# Who here plays the guitar??



## AJT (Dec 25, 2010)

Just post anything interesting about your musical side, what guitar do you play, and how long have you plyed it for???.......or does anyone play a different instrument??

I will start first.

I have played the piano for 5 years, though I have recently moved onto the guitar (played for a year and a half). I play a custom made fender strat.

Can't wait to here a little about what you are all playing !!

Post away









Cheers,
AJ


----------



## Ram (Jan 19, 2011)

Hiya. I play guitar and bass. I've got a few bits and pieces but i'm currently playing a Hofner violin bass in a Beatles covers band.


----------



## NaturalFork (Jan 21, 2010)

I have been playing guitar for years.


----------



## Tex-Shooter (Dec 17, 2009)

I have an old Swedish made Vega by Martin and play a little. -- Tex-Shooter


----------



## bunnybuster (Dec 26, 2009)

I have a couple guitars...an Epiphone SG 400 and a Fender clone. (Davidson).
Both play well.
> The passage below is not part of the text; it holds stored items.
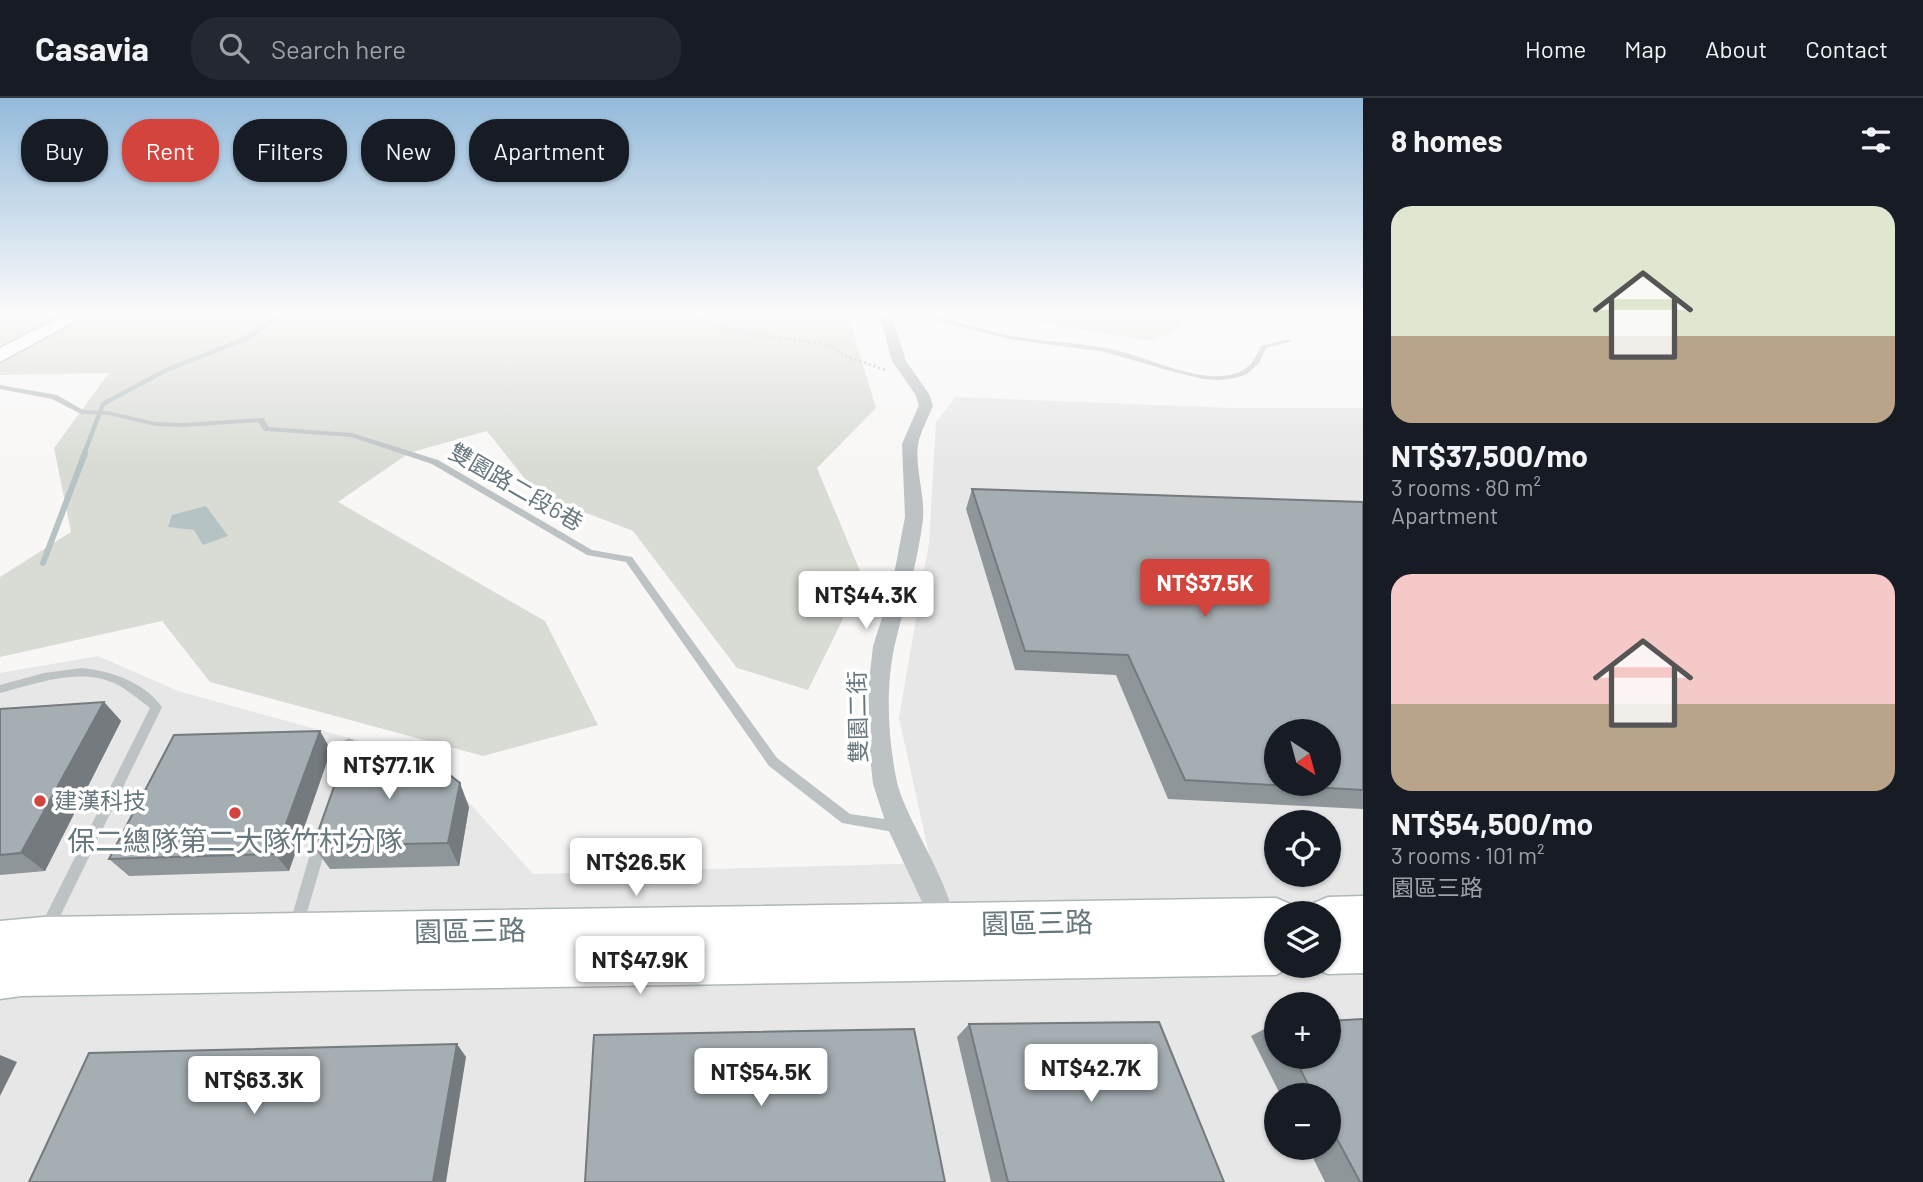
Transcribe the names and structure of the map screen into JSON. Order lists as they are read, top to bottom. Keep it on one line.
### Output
{"streets":{"street":["雙園二街","園區三路"],"lane":["雙園路二段6巷"]},"crossings":[["雙園路二段6巷","雙園二街"],["雙園二街","園區三路"]],"places":["建漢科技","保二總隊第二大隊竹村分隊"],"north":"bottom right","page":{"header":"Casavia","search":"Search here","nav":["Home","Map","About","Contact"],"heading":"8 homes","chip":["Buy","Rent","Filters","New","Apartment"],"list":[{"name":"NT$37,500/mo","note":"3 rooms · 80 m² · Apartment"},{"name":"NT$54,500/mo","note":"3 rooms · 101 m² · 園區三路"}],"price":["NT$37.5K","NT$44.3K","NT$77.1K","NT$26.5K","NT$47.9K","NT$42.7K","NT$54.5K","NT$63.3K"],"map_buttons":["+","−"]}}
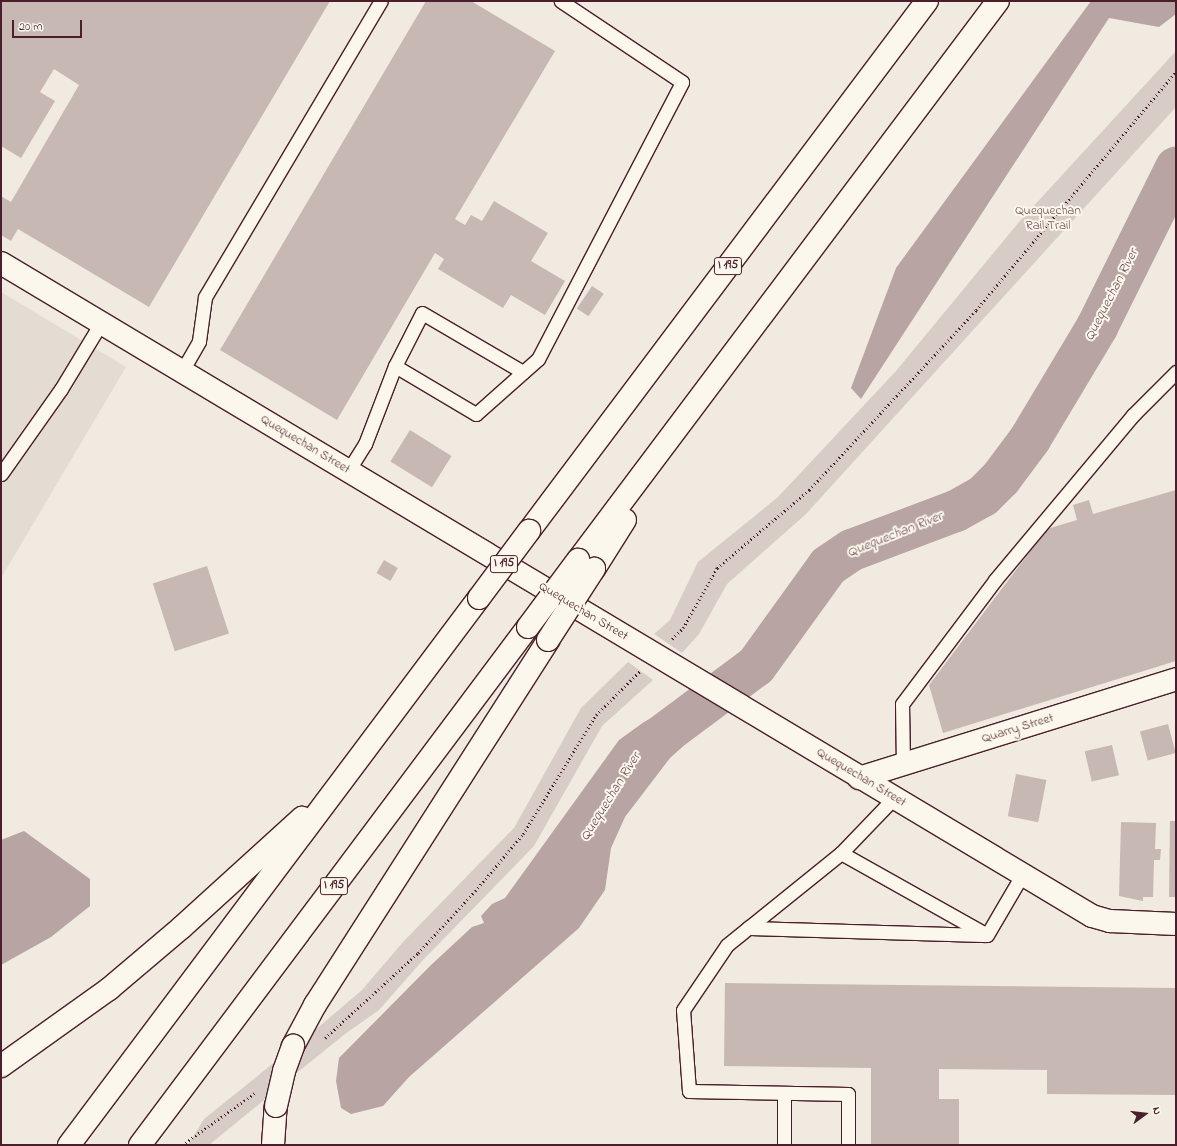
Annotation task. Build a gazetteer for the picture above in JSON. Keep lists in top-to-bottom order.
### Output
{
  "streets": {
    "main road": ["I 195", "Quequechan Street", "Quarry Street"]
  },
  "crossings": [
    ["Quequechan Street", "Quarry Street"]
  ],
  "water": ["Quequechan River"],
  "parks": ["Quequechan Rail Trail"],
  "scale_bar": "20 m",
  "north": "right"
}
I am not very good but I can play loud! I have a 75 watt, Line 6 modeling amp and a piggyback cabinite, with two, 10 inch speakers. Also I have a Custom, tube..hybrid amp that sounds really good.
I like to play heavy metal.


----------



## drgreen (Feb 21, 2011)

guitar for a few years.

I have an Epiphone Masterbilt acoustic/electric, and a Les Paul.
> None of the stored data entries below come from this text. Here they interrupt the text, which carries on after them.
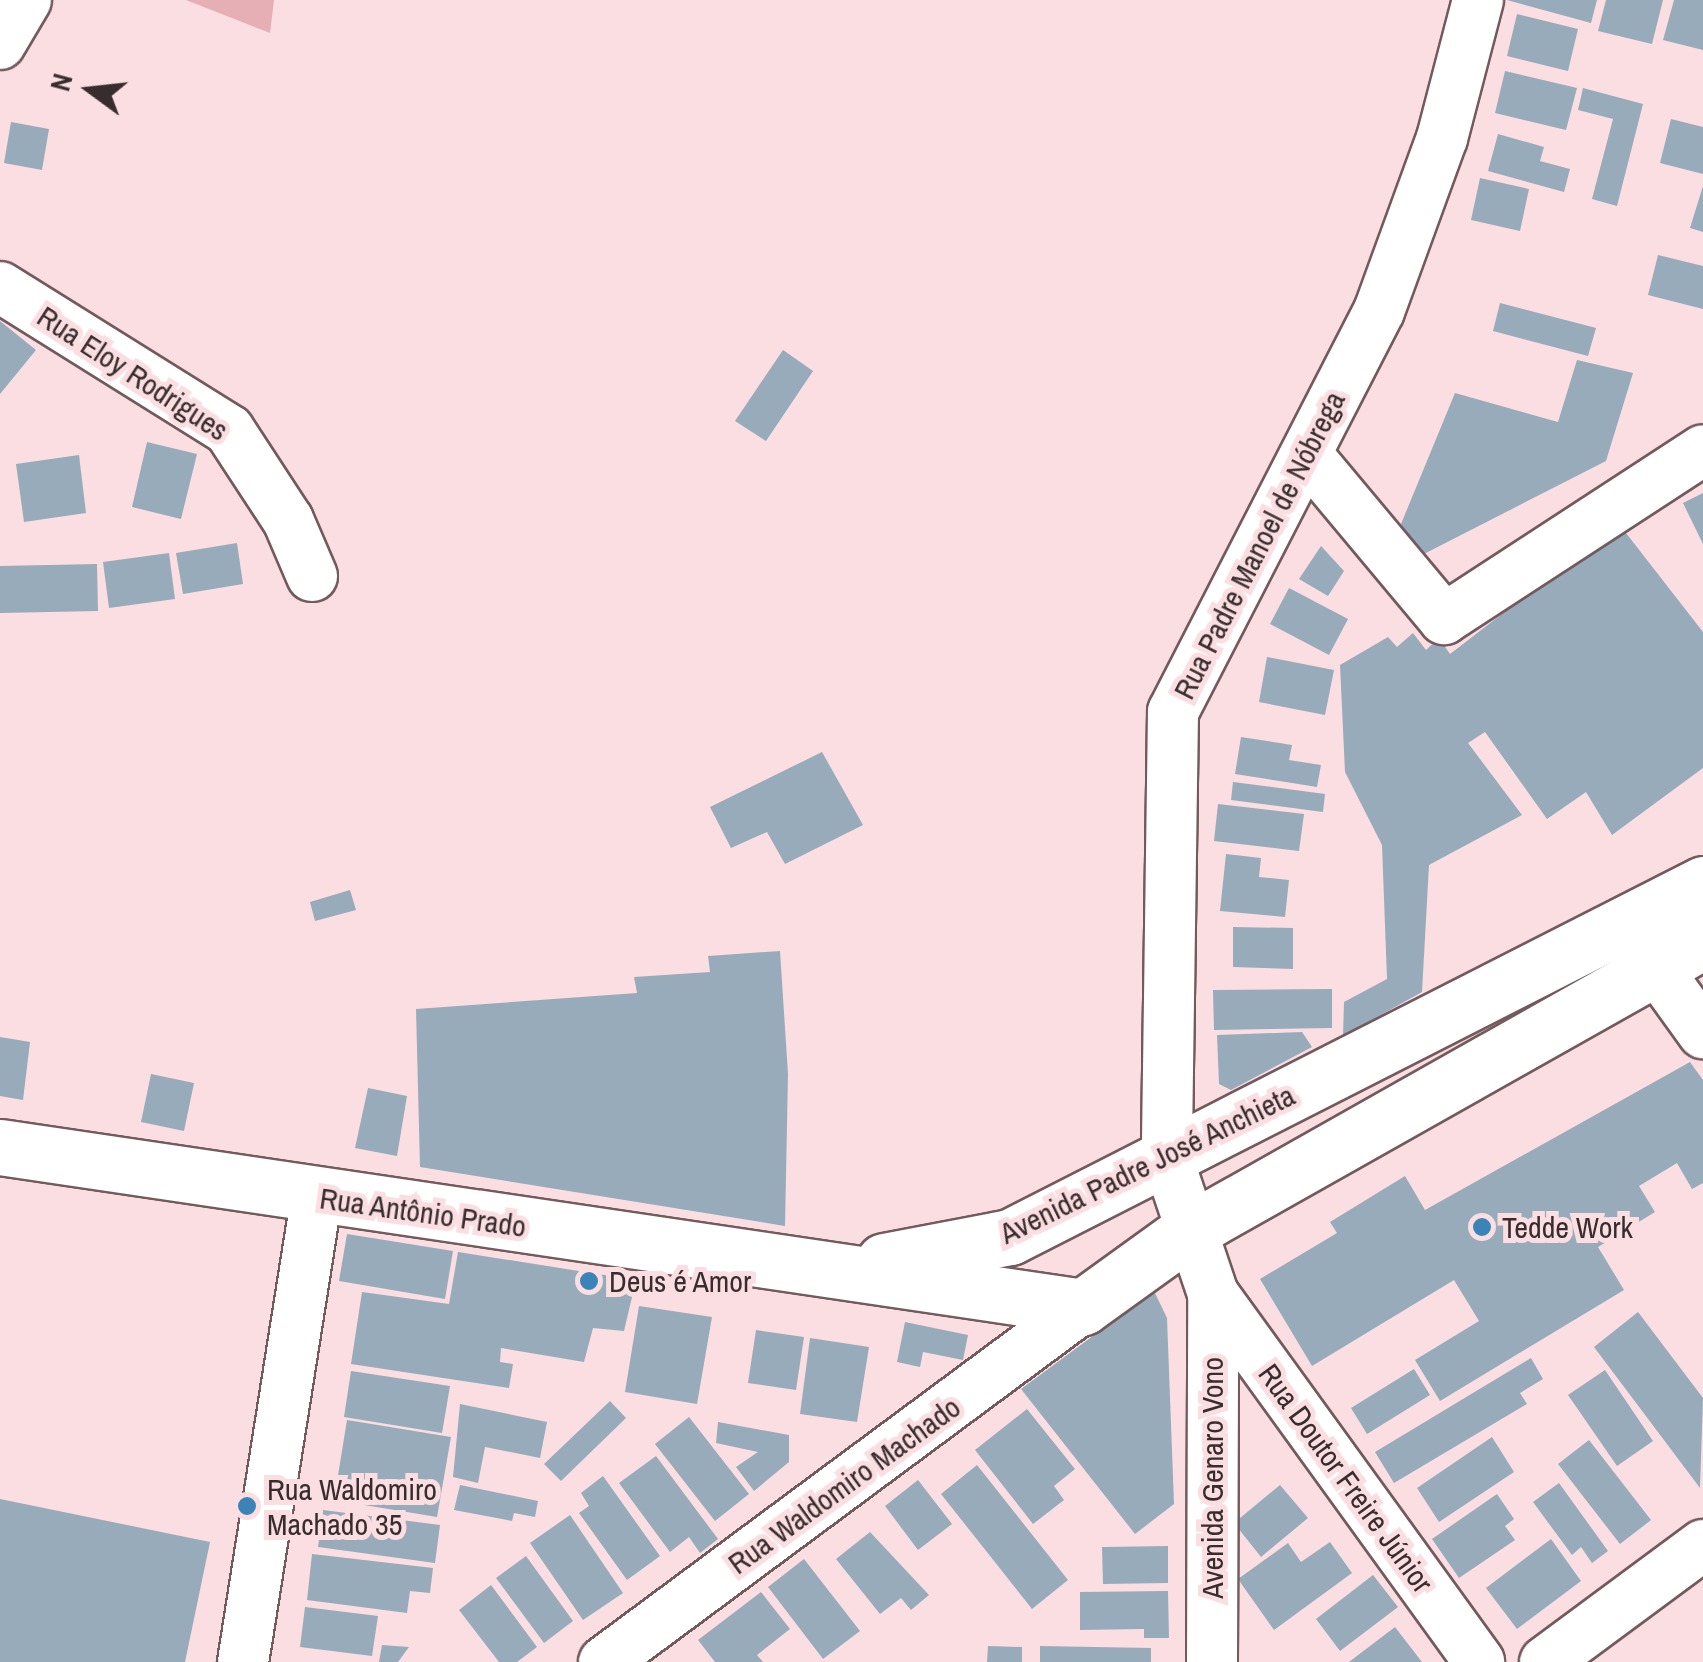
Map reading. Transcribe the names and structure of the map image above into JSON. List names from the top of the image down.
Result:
{
  "streets": {
    "main road": ["Avenida Padre José Anchieta", "Rua Antônio Prado"],
    "street": [
      "Rua Eloy Rodrigues",
      "Rua Padre Manoel de Nóbrega",
      "Avenida Genaro Vono",
      "Rua Doutor Freire Júnior",
      "Rua Waldomiro Machado"
    ]
  },
  "crossings": [
    ["Rua Padre Manoel de Nóbrega", "Avenida Padre José Anchieta"],
    ["Rua Padre Manoel de Nóbrega", "Avenida Genaro Vono"],
    ["Rua Padre Manoel de Nóbrega", "Rua Doutor Freire Júnior"],
    ["Avenida Padre José Anchieta", "Rua Antônio Prado"],
    ["Avenida Padre José Anchieta", "Rua Waldomiro Machado"],
    ["Avenida Genaro Vono", "Rua Doutor Freire Júnior"]
  ],
  "places": ["Tedde Work", "Deus é Amor", "Rua Waldomiro Machado 35"],
  "north": "left"
}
My favorite rock band are the red hot chili peppers, although I dont listen to rock that much anymore. I still play their songs with my friends when we jam though.

I like making blues/jazz guitar licks to sample into my mpc when I produce.


----------



## AJT (Dec 25, 2010)

Wow, who knew you could enjoy singshots AND music !! haha

Sounds great everyone,

Bunny buster,
Heavy metal is the way to go, thats one of my favourite genres of music,however it can be a little difficult on the strat at times due to it having more of a blues vibe rather than a heavy metal tone to it......may be time for a pickup change.

Cheers,
AJ


----------



## bunnybuster (Dec 26, 2009)

AJT said:


> Wow, who knew you could enjoy singshots AND music !! haha
> 
> Sounds great everyone,
> 
> ...


 With my Line 6 modeling amp...I can make it sound anyway I want


----------



## AJT (Dec 25, 2010)

The line 6 amps look very nice, I have not seen them in any NZ stores......yet....might have to keep a look out then.
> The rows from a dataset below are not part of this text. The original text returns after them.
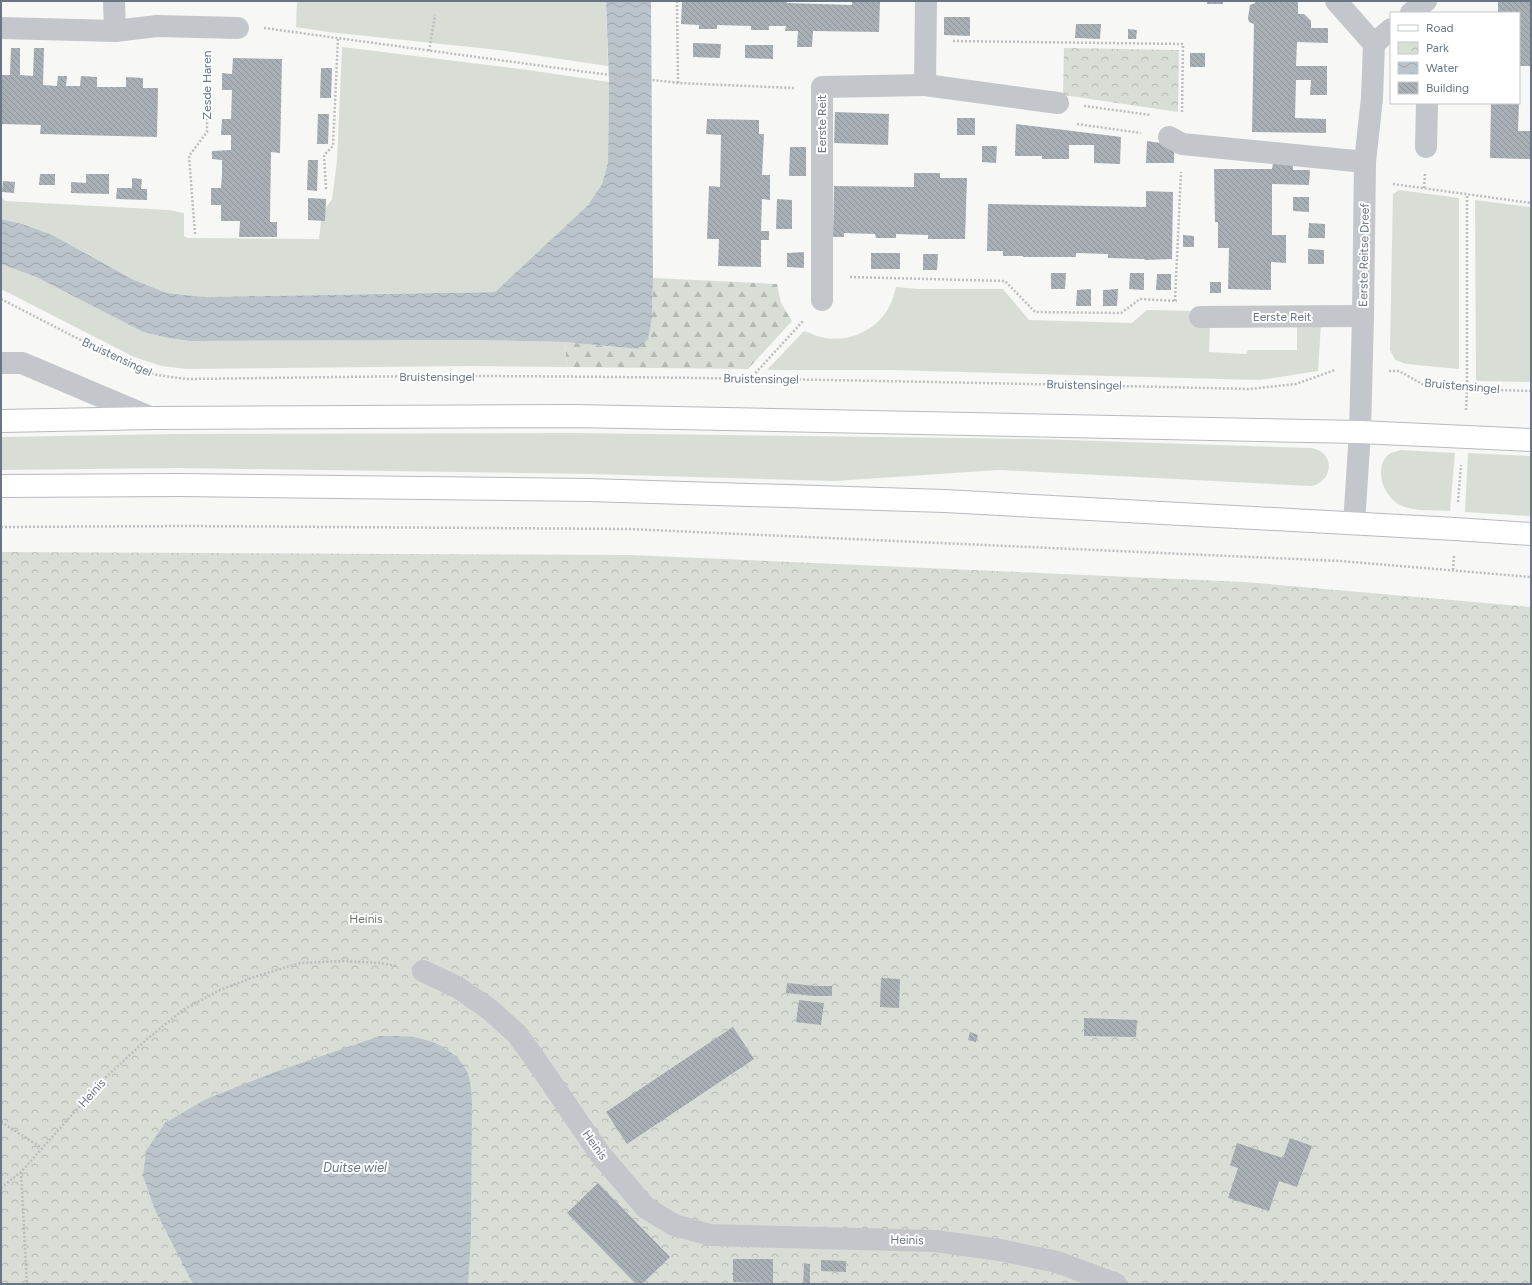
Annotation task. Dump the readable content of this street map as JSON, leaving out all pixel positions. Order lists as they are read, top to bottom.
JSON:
{
  "streets": {
    "street": ["Eerste Reit", "Eerste Reitse Dreef", "Heinis"],
    "path": ["Zesde Haren", "Bruistensingel"]
  },
  "crossings": [
    ["Eerste Reit", "Eerste Reitse Dreef"],
    ["Eerste Reitse Dreef", "Bruistensingel"]
  ],
  "water": ["Duitse wiel"],
  "parks": ["Heinis"],
  "legend": [
    "Road",
    "Park",
    "Water",
    "Building"
  ]
}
Just a question, might be somethig a little more suited to a guitar forum of some sort, though do new pickups make the biggest change to how a guitar sounds?? Or what can you do to improve sound in a guitar??

Just asking cause I have recetly bought a $350.00 chinese strat copy (I am a strat man), and am having a little fun playing around with it, but I am just wondering if (in your thoughts) it can be improved to a higher level, similair to a more expensive guitar, and what parts need to be changed to do this?? A new project haha

Any suggestions would be great.

AJ


----------



## pelleteer (Dec 19, 2009)

bunnybuster said:


> I am not very good but I can play loud!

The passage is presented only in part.